Our knowledge of the diversity, ecology, and phylogeny of Mesozoic birds has increased significantly during recent decades, yet our understanding of their flight competence remains poor. Wing loading (WL) and aspect ratio (AR) are two aerodynamically relevant parameters, as they relate to energy costs of aerial locomotion and flight maneuverability. They can be calculated in living birds (i.e., Neornithes) from body mass (BM), wingspan (B), and lift surface (SL). However, the estimates for extinct birds can be subject to biases from statistical issues, phylogeny, locomotor adaptations, and diagenetic compaction. Here we develop a sequential approach for generating reliable multivariate models that allow estimation of measurements necessary to determine WL and AR in the main clades of non-neornithine Mesozoic birds.
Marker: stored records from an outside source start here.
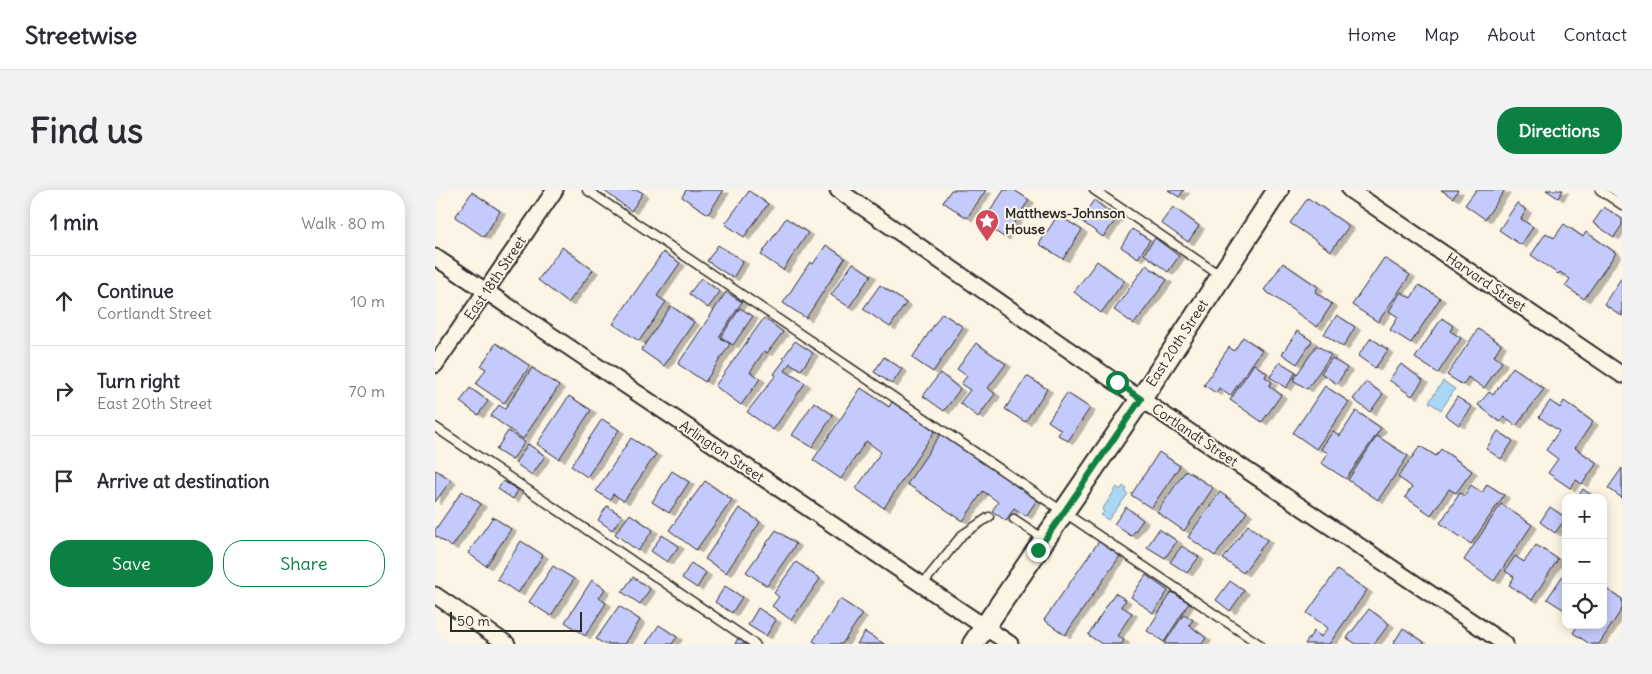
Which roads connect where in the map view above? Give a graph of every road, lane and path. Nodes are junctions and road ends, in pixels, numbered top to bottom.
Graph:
1 (555, 190) edge
2 (587, 190) edge
3 (838, 190) edge
4 (1094, 190) edge
5 (1278, 190) edge
6 (1350, 190) edge
7 (1600, 190) edge
8 (1622, 205) edge
9 (435, 258) edge
10 (1221, 276) junction
11 (485, 291) junction
12 (435, 366) edge
13 (1622, 375) edge
14 (1141, 399) junction
15 (435, 427) edge
16 (1063, 512) junction
17 (989, 517) dead end
18 (1014, 518) dead end
19 (1044, 539) junction
20 (922, 585) junction
21 (435, 596) edge
22 (985, 627) junction
23 (507, 644) edge
24 (755, 644) edge
25 (973, 644) edge
26 (1010, 644) edge
27 (1259, 644) edge
28 (1505, 644) edge

1 - 11 street, East 18th Street
2 - 16 lane
3 - 14 street, Cortlandt Street
4 - 10 lane
5 - 10 main road, East 20th Street
6 - 13 street, Harvard Street
7 - 8 lane
9 - 11 street, Arlington Street
10 - 14 main road, East 20th Street
11 - 12 street, East 18th Street
11 - 20 street, Arlington Street
14 - 16 main road, East 20th Street
14 - 28 street, Cortlandt Street
15 - 24 lane
16 - 19 main road, East 20th Street
16 - 27 lane
17 - 20 lane
18 - 19 lane
19 - 22 main road, East 20th Street
20 - 22 street, Arlington Street
21 - 23 street
22 - 25 main road, East 20th Street
22 - 26 street, Arlington Street

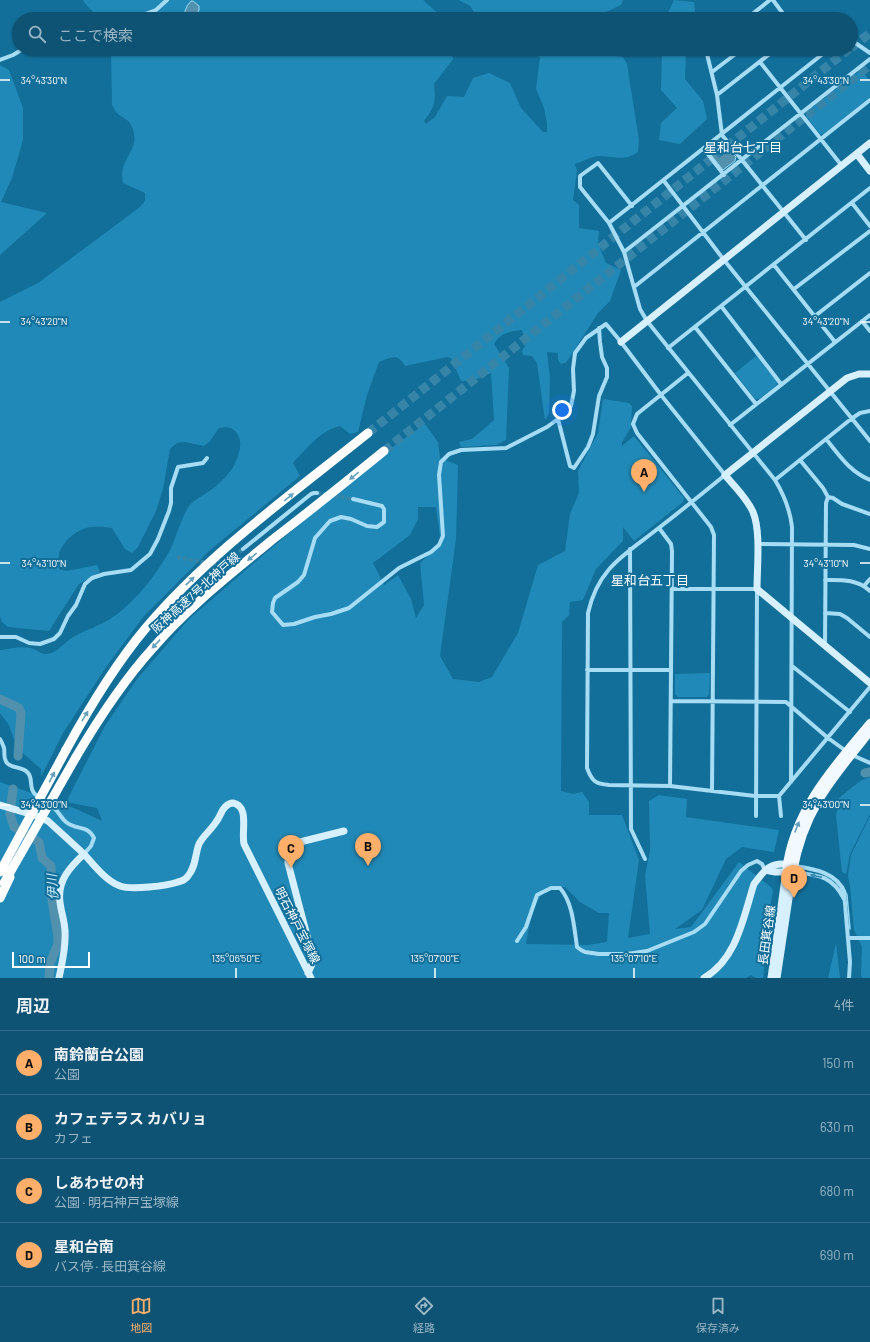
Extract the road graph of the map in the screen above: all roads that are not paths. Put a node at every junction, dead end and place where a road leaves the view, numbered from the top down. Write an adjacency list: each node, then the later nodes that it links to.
1 (167, 0): 4 (street)
2 (770, 0): 5 (street)
3 (773, 0): 6 (street)
4 (151, 12)
5 (755, 12)
6 (780, 12)
7 (858, 45): 8 (street)
8 (870, 53)
9 (12, 55): 15 (street)
10 (708, 56): 17 (street)
11 (733, 56): 17 (street)
12 (767, 56): 16 (street)
13 (819, 56): 18 (street)
14 (870, 59): 21 (street)
15 (0, 60)
16 (760, 62): 18 (street); 19 (street)
17 (712, 72): 19 (street)
18 (781, 87): 21 (street); 22 (street)
19 (717, 95): 22 (street)
20 (870, 100): 23 (street)
21 (800, 114): 23 (street); 27 (street)
22 (722, 134): 25 (street); 27 (street)
23 (821, 139): 28 (street); 32 (street)
24 (870, 143): 26 (street)
25 (704, 149): 30 (street); 31 (street)
26 (857, 154): 28 (street); 29 (street)
27 (742, 160): 30 (street); 32 (street)
28 (842, 166): 37 (street)
29 (870, 171)
30 (724, 175): 36 (street)
31 (664, 181): 35 (street); 36 (street)
32 (763, 186): 37 (street); 41 (street)
33 (870, 188): 34 (street)
34 (852, 203): 39 (street); 42 (street)
35 (632, 206): 38 (street); 38 (street)
36 (683, 207): 41 (street); 43 (street)
37 (784, 212): 42 (street); 44 (street)
38 (609, 224): 43 (street)
39 (870, 226)
40 (870, 231): 49 (street)
41 (703, 232): 44 (street); 48 (street)
42 (806, 240): 45 (street)
43 (624, 252): 48 (street)
44 (724, 260): 47 (street); 53 (street)
45 (774, 264): 47 (street); 49 (street)
46 (870, 273): 52 (street)
47 (746, 286): 50 (street); 61 (street)
48 (634, 288): 53 (street)
49 (794, 290): 52 (street)
50 (721, 306): 55 (street); 64 (street)
51 (870, 315): 54 (street)
52 (815, 316): 59 (street)
53 (647, 321): 58 (street); 60 (street)
54 (862, 321): 57 (street); 59 (street)
55 (695, 327): 60 (street); 67 (street)
56 (599, 328): 58 (street); 69 (street); 69 (street)
57 (870, 332)
58 (621, 342): 66 (street)
59 (835, 342): 61 (street)
60 (668, 348): 62 (street)
61 (808, 362): 64 (street); 65 (street)
62 (688, 373): 66 (street); 71 (street)
63 (870, 374): 65 (street)
64 (781, 384): 67 (street)
65 (830, 391): 70 (street); 76 (street)
66 (661, 395): 79 (street); 85 (street)
67 (756, 404): 71 (street)
68 (870, 411): 70 (street)
69 (558, 419): 84 (street)
70 (852, 419): 73 (street); 74 (street)
71 (730, 425): 76 (street)
72 (368, 433): 132 (highway, 阪神高速7号北神戸線, one-way to 72, bridge)
73 (826, 439): 78 (street); 81 (street)
74 (870, 441)
75 (384, 451): 140 (highway, 阪神高速7号北神戸線, one-way to 140, bridge)
76 (752, 452): 79 (street); 80 (street)
77 (207, 458): 103 (street)
78 (800, 460): 80 (street); 83 (street)
79 (724, 475): 85 (street); 88 (street)
80 (775, 480): 89 (street)
81 (870, 480)
82 (317, 494): 91 (street)
83 (828, 497): 86 (street); 90 (street)
84 (353, 499)
85 (691, 503): 87 (street); 97 (street)
86 (870, 514)
87 (658, 528): 92 (street); 98 (street)
88 (757, 544): 89 (street); 99 (street)
89 (792, 544): 90 (street); 102 (street)
90 (826, 545): 93 (street); 95 (street)
91 (243, 549)
92 (630, 549): 107 (street); 108 (street)
93 (870, 549)
94 (870, 579): 96 (street)
95 (826, 580): 96 (street); 101 (street)
96 (864, 586): 100 (street)
97 (714, 588): 98 (street); 99 (street); 113 (street)
98 (673, 589): 109 (street)
99 (757, 589): 102 (street); 114 (street)
100 (870, 591)
101 (825, 613): 104 (street); 105 (street)
102 (792, 618): 105 (street); 106 (street)
103 (0, 637)
104 (870, 637)
105 (825, 645): 110 (street)
106 (792, 666): 115 (street); 116 (street)
107 (587, 670): 108 (street); 124 (street)
108 (630, 670): 109 (street); 124 (street)
109 (671, 670): 112 (street)
110 (870, 683)
111 (870, 687): 116 (street)
112 (671, 701): 113 (street); 125 (street)
113 (712, 701): 114 (street); 126 (street)
114 (757, 701): 115 (street); 127 (street)
115 (792, 706): 119 (street); 123 (street)
116 (850, 712): 119 (street)
117 (870, 723): 121 (main road)
118 (870, 732): 121 (main road)
119 (828, 738): 121 (street); 123 (street)
120 (0, 739): 134 (street)
121 (849, 753): 122 (street); 137 (main road)
122 (870, 763)
123 (791, 782): 128 (street)
124 (630, 786): 125 (street); 135 (street)
125 (670, 786): 126 (street)
126 (712, 791): 127 (street)
127 (755, 796): 128 (street); 130 (street)
128 (779, 796): 131 (street)
129 (2, 806): 134 (street)
130 (756, 816)
131 (781, 816)
132 (27, 823): 136 (highway, bridge); 139 (highway, 阪神高速7号北神戸線, bridge)
133 (344, 831): 145 (street)
134 (84, 854): 145 (street, 明石神戸宝塚線); 146 (street)
135 (645, 859)
136 (0, 867)
137 (790, 868): 138 (street); 142 (street); 148 (street, 長田箕谷線); 149 (street, 長田箕谷線)
138 (765, 870): 144 (street); 147 (street)
139 (0, 872)
140 (4, 885): 141 (highway, 阪神高速7号北神戸線)
141 (0, 898)
142 (848, 938): 143 (street); 150 (street)
143 (870, 938)
144 (517, 941)
145 (310, 975)
146 (59, 978)
147 (704, 978)
148 (771, 978)
149 (777, 978)
150 (849, 978)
The strength of our predictions is supported by the use of those variables that show similar scaling patterns in modern and stem taxa (i.e., non-neornithine birds) and the similarity of our predictions with measurements obtained from fossils preserving wing outlines. In addition, although our WL and AR values are based on estimates (BM, B, and SL) that have an associated error, there is no cumulative error in their calculation, and both parameters show low prediction errors. Therefore, we present the first taxonomically broad, error-calibrated estimation of these two important aerodynamic parameters in non-neornithine birds. Such estimates show that the WL and AR of the nonneornithine birds here analyzed fall within the range of variation of modern birds (i.e., Neornithes). Our results indicate that most modern flight modes (e.g., continuous flapping, flap and gliding, flap and bounding, thermal soaring) were possible for the wide range of non-neornithine avian taxa; we found no evidence for the presence of dynamic soaring among these early birds.